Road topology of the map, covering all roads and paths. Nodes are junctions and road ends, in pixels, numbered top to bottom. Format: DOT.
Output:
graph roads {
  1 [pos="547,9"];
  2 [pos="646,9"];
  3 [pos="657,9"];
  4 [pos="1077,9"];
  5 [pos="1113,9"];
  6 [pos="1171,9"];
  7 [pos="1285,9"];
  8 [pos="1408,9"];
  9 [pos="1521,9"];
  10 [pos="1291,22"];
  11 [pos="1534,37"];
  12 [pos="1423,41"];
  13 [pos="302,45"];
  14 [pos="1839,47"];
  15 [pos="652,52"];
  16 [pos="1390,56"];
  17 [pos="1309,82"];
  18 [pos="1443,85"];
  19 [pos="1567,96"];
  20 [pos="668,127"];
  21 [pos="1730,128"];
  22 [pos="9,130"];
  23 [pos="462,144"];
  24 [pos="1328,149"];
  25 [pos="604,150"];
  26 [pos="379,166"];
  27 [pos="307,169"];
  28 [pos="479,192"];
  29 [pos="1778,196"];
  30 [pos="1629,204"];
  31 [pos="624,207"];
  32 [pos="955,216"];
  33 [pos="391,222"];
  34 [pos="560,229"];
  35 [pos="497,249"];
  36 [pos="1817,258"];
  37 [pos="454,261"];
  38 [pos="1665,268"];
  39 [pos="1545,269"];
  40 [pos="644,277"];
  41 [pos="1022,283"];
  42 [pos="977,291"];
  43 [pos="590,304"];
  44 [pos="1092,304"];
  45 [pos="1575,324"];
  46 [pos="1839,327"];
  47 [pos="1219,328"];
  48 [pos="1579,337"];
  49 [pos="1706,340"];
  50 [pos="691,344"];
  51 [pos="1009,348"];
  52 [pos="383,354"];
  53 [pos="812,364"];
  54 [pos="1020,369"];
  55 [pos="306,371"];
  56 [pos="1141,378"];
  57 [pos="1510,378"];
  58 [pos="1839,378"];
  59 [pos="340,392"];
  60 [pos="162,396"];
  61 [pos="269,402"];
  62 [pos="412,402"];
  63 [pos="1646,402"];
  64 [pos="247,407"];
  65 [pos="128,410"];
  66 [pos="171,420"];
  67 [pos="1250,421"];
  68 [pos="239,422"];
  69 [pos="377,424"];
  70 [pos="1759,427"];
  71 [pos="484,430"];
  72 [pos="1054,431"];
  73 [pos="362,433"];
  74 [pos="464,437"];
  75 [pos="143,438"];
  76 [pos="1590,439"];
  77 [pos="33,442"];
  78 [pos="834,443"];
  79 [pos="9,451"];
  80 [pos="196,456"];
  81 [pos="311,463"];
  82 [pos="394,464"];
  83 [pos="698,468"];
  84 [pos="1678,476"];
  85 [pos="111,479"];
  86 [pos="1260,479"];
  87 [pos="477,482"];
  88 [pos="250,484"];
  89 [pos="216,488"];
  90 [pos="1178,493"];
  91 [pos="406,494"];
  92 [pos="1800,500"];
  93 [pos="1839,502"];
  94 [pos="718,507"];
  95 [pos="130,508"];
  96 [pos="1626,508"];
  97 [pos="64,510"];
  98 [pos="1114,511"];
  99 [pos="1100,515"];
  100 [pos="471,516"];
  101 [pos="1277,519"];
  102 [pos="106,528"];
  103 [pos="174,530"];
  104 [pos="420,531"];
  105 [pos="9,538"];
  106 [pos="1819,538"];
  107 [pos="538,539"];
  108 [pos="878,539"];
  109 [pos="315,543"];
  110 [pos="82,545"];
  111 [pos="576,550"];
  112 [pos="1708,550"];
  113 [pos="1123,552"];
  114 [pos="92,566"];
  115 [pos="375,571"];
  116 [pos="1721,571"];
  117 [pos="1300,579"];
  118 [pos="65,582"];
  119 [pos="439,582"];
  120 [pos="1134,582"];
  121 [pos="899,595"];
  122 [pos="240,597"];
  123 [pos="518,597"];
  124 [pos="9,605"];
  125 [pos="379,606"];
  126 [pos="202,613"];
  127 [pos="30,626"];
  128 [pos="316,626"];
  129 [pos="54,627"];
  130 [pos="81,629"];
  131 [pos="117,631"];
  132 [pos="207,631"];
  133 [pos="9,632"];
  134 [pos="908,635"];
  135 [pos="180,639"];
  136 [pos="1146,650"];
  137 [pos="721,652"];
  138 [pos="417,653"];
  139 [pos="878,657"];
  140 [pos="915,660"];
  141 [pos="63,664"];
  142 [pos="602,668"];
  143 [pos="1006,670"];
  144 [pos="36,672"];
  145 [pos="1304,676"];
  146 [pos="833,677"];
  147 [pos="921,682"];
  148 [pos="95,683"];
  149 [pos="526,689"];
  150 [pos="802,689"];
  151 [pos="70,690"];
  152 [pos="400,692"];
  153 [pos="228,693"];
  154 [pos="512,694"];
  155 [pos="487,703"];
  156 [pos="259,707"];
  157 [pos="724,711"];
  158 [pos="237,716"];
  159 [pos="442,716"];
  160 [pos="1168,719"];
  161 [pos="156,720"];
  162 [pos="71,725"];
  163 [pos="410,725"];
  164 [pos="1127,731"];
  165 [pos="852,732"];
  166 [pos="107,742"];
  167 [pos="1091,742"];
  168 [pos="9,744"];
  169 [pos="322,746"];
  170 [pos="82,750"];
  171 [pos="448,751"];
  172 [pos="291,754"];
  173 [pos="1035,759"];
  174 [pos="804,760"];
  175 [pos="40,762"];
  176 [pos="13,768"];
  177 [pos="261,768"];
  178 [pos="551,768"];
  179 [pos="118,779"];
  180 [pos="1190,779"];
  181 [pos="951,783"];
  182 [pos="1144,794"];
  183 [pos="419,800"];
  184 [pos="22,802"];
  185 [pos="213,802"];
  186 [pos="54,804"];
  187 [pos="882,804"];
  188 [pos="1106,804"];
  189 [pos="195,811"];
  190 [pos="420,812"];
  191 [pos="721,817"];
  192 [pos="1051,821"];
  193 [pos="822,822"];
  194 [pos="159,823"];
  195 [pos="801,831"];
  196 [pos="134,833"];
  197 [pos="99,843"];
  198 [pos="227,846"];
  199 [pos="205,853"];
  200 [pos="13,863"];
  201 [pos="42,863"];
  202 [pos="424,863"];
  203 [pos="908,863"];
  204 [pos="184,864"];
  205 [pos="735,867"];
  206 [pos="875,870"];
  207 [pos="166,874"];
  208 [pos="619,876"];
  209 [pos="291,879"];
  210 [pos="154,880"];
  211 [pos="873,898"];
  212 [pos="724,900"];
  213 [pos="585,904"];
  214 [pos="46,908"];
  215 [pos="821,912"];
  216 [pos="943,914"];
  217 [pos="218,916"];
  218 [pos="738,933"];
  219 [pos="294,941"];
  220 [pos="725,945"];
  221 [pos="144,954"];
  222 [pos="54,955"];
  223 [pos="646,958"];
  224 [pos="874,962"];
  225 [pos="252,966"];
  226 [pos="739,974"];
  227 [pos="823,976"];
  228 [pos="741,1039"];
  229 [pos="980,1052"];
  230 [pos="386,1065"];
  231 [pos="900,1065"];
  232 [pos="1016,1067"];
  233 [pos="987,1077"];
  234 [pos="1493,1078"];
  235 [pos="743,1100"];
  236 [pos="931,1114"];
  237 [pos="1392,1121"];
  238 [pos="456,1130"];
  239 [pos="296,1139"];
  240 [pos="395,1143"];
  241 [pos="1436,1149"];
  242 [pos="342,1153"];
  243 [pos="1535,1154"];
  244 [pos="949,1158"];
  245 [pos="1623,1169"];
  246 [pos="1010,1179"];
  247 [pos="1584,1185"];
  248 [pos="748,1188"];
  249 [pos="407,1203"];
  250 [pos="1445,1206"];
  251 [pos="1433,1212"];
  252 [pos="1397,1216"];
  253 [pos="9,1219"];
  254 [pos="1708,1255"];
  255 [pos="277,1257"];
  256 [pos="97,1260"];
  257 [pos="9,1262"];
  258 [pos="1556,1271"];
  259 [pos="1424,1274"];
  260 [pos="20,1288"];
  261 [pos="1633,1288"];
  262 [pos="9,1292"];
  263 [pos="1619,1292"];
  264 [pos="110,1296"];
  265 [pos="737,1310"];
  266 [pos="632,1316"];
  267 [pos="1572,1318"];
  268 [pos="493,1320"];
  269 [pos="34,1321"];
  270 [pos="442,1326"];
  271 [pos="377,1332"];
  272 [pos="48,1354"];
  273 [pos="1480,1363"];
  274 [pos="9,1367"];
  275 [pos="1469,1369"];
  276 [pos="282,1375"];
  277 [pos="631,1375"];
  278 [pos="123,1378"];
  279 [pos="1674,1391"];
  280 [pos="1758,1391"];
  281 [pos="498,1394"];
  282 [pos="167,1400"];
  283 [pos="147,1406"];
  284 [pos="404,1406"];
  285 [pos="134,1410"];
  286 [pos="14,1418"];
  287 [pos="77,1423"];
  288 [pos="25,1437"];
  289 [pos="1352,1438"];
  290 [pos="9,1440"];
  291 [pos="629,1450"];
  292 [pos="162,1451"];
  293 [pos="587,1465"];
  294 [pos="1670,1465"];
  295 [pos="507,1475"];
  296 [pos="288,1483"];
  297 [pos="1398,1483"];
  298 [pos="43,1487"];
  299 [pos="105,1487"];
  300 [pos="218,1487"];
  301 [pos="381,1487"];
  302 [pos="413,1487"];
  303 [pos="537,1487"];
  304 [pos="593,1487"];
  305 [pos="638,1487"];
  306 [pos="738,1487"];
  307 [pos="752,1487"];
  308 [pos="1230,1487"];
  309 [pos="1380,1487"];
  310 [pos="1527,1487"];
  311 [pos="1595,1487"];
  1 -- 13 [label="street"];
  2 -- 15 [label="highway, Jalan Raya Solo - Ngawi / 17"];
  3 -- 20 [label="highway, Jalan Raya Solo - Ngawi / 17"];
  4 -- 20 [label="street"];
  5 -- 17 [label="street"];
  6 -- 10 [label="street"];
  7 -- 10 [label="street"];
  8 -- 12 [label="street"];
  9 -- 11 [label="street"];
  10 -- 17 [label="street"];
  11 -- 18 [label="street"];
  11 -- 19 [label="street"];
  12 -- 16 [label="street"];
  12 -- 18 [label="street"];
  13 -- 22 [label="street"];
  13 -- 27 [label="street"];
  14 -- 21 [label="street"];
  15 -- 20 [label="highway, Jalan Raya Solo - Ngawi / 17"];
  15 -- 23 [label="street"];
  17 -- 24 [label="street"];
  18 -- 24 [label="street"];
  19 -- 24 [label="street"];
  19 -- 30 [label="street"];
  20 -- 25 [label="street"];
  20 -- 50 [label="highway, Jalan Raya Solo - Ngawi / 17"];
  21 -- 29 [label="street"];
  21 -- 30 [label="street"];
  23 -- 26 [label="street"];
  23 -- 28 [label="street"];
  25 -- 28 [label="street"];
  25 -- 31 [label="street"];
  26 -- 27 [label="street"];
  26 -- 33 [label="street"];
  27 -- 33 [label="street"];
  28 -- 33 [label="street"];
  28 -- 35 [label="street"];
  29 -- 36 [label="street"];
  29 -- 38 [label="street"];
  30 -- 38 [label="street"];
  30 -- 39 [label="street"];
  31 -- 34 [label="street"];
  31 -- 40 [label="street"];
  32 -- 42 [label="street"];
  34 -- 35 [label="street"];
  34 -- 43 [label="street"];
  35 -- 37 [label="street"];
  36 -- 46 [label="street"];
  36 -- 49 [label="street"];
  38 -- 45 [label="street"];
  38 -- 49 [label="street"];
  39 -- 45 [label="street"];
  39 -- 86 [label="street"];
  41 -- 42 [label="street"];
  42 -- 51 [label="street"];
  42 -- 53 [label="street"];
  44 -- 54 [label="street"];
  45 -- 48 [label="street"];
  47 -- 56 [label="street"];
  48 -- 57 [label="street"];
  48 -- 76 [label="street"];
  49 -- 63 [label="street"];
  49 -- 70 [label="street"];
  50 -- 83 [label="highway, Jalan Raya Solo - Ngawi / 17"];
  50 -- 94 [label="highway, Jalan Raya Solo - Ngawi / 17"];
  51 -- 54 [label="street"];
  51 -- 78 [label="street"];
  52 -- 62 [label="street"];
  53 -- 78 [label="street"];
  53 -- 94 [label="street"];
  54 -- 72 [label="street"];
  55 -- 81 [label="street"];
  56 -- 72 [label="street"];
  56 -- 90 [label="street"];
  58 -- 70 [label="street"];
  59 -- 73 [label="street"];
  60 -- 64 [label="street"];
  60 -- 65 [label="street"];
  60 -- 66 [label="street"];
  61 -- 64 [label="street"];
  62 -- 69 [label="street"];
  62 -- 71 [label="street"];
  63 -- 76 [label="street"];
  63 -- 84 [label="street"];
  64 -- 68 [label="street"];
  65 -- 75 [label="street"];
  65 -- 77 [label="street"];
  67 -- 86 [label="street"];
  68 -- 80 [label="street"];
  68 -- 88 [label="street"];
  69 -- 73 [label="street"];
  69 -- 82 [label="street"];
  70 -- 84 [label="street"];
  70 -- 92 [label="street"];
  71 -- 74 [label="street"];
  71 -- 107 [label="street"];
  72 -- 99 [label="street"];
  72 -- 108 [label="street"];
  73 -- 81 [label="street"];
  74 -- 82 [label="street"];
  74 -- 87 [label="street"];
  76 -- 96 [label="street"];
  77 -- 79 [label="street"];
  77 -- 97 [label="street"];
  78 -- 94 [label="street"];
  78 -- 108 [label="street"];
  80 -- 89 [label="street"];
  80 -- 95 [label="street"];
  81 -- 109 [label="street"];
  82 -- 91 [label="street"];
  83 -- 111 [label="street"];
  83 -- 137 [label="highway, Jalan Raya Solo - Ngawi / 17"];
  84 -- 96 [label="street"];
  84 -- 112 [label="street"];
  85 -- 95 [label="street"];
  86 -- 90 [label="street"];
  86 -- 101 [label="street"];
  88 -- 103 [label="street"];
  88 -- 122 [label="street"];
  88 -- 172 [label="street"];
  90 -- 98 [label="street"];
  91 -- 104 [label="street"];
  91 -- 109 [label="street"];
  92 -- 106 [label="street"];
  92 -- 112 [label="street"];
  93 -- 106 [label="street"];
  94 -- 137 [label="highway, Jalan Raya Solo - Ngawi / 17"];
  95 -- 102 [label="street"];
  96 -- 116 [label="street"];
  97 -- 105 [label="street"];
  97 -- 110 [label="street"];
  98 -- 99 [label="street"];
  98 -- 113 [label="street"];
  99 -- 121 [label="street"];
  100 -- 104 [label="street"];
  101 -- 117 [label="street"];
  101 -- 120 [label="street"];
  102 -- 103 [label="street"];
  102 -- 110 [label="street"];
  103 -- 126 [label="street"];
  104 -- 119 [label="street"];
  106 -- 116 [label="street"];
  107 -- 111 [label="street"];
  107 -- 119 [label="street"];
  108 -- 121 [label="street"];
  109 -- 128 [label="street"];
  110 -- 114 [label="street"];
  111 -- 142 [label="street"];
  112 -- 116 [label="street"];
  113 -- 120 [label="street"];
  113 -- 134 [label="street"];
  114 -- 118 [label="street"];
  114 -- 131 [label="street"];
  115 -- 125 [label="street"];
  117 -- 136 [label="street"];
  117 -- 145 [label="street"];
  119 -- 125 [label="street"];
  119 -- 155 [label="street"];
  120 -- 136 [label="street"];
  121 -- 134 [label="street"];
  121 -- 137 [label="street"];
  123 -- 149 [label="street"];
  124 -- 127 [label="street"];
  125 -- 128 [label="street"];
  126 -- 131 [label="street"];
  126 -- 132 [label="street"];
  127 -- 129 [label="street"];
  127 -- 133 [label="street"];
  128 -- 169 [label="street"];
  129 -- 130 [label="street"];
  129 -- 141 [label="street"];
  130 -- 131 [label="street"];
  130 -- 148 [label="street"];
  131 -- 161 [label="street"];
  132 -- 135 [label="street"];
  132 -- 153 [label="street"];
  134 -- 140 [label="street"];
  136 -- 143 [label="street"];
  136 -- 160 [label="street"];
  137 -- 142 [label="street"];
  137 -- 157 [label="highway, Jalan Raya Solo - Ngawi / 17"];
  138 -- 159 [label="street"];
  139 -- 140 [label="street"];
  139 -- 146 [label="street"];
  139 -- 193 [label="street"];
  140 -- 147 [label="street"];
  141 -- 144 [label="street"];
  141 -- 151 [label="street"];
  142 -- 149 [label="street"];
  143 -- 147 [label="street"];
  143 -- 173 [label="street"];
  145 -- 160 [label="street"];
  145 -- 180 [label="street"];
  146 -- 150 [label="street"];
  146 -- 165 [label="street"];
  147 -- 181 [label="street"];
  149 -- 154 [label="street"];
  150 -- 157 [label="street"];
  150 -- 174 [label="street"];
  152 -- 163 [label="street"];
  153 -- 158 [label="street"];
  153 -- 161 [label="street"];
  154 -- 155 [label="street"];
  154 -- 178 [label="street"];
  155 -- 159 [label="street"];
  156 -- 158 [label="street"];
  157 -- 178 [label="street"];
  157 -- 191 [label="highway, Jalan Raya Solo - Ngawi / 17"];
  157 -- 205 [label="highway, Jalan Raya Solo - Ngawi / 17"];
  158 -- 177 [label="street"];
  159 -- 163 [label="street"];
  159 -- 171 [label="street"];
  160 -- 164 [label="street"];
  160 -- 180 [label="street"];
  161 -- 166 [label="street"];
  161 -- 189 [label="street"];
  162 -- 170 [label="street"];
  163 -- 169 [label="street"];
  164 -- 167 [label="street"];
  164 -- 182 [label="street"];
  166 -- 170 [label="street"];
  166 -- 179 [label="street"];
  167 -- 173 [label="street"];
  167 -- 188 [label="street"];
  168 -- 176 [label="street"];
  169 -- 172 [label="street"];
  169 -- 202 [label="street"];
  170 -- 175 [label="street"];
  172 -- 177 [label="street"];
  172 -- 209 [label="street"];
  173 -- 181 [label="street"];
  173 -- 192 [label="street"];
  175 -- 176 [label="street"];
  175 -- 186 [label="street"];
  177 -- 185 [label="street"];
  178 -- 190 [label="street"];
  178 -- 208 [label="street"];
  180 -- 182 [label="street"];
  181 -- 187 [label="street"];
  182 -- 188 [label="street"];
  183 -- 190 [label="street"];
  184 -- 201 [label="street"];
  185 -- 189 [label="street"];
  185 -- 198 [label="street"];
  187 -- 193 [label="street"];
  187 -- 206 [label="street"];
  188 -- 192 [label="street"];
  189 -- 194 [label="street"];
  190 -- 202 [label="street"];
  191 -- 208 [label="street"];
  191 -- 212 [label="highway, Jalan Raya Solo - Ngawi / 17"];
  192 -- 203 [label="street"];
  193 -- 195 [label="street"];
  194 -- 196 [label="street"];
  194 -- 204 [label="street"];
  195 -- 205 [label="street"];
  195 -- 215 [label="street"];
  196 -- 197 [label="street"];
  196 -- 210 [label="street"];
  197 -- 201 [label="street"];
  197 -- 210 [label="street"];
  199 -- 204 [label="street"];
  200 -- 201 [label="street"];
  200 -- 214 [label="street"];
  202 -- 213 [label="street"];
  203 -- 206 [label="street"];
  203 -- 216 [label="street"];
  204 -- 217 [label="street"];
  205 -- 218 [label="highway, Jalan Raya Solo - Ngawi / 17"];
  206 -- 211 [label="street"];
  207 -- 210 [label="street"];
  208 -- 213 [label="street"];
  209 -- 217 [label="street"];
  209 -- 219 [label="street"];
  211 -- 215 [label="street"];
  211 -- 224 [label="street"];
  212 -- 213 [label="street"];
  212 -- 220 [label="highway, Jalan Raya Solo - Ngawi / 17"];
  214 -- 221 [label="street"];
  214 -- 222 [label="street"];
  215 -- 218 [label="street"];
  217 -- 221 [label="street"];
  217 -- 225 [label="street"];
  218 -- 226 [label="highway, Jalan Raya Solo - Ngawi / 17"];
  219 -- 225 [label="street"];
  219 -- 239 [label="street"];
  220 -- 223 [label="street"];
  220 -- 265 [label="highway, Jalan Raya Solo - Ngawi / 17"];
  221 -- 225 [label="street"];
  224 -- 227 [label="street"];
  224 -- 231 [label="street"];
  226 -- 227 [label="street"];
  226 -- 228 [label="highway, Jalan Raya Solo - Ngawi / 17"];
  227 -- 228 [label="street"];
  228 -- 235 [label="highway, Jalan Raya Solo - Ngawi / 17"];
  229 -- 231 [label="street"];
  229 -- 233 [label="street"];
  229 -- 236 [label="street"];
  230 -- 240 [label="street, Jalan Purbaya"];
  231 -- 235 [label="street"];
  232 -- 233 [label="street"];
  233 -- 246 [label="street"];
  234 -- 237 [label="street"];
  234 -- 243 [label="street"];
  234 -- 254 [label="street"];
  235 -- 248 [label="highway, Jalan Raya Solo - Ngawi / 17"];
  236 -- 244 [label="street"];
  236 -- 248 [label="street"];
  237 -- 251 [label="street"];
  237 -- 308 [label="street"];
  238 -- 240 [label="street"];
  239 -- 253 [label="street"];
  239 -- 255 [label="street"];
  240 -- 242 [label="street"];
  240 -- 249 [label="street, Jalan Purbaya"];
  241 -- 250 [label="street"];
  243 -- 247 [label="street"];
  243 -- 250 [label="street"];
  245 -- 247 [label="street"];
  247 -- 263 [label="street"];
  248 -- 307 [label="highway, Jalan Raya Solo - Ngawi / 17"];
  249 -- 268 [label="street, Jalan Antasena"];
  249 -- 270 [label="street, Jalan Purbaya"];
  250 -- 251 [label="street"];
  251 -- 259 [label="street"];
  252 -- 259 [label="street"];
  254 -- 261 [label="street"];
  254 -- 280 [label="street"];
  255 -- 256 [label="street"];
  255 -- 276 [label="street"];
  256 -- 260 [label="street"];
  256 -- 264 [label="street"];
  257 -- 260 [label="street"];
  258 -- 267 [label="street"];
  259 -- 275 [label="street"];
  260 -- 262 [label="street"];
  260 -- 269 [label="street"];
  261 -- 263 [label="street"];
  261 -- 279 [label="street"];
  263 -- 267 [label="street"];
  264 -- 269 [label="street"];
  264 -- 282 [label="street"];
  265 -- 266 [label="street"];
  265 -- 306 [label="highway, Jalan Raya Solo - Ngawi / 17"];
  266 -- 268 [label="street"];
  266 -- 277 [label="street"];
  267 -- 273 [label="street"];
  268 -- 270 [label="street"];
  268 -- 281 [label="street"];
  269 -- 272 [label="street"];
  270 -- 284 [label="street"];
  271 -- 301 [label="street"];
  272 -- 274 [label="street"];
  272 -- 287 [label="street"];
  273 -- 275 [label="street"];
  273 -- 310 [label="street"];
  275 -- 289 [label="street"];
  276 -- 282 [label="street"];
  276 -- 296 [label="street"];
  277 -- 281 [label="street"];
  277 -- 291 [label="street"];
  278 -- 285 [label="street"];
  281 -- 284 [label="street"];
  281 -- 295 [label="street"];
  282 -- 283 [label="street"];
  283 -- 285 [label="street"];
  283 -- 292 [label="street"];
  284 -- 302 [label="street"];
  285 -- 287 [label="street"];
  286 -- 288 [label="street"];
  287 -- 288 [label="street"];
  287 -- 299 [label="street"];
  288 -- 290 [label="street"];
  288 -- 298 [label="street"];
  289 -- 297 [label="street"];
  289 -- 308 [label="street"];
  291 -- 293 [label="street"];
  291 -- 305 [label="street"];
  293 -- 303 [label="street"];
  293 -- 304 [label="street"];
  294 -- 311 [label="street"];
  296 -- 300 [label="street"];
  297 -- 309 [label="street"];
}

==========

EXERCISE DETAILS: When a line in the records contains the string "Purbaya", it counts; state how many lines count, with no other words.

RESPONSE TO THIS TASK: 3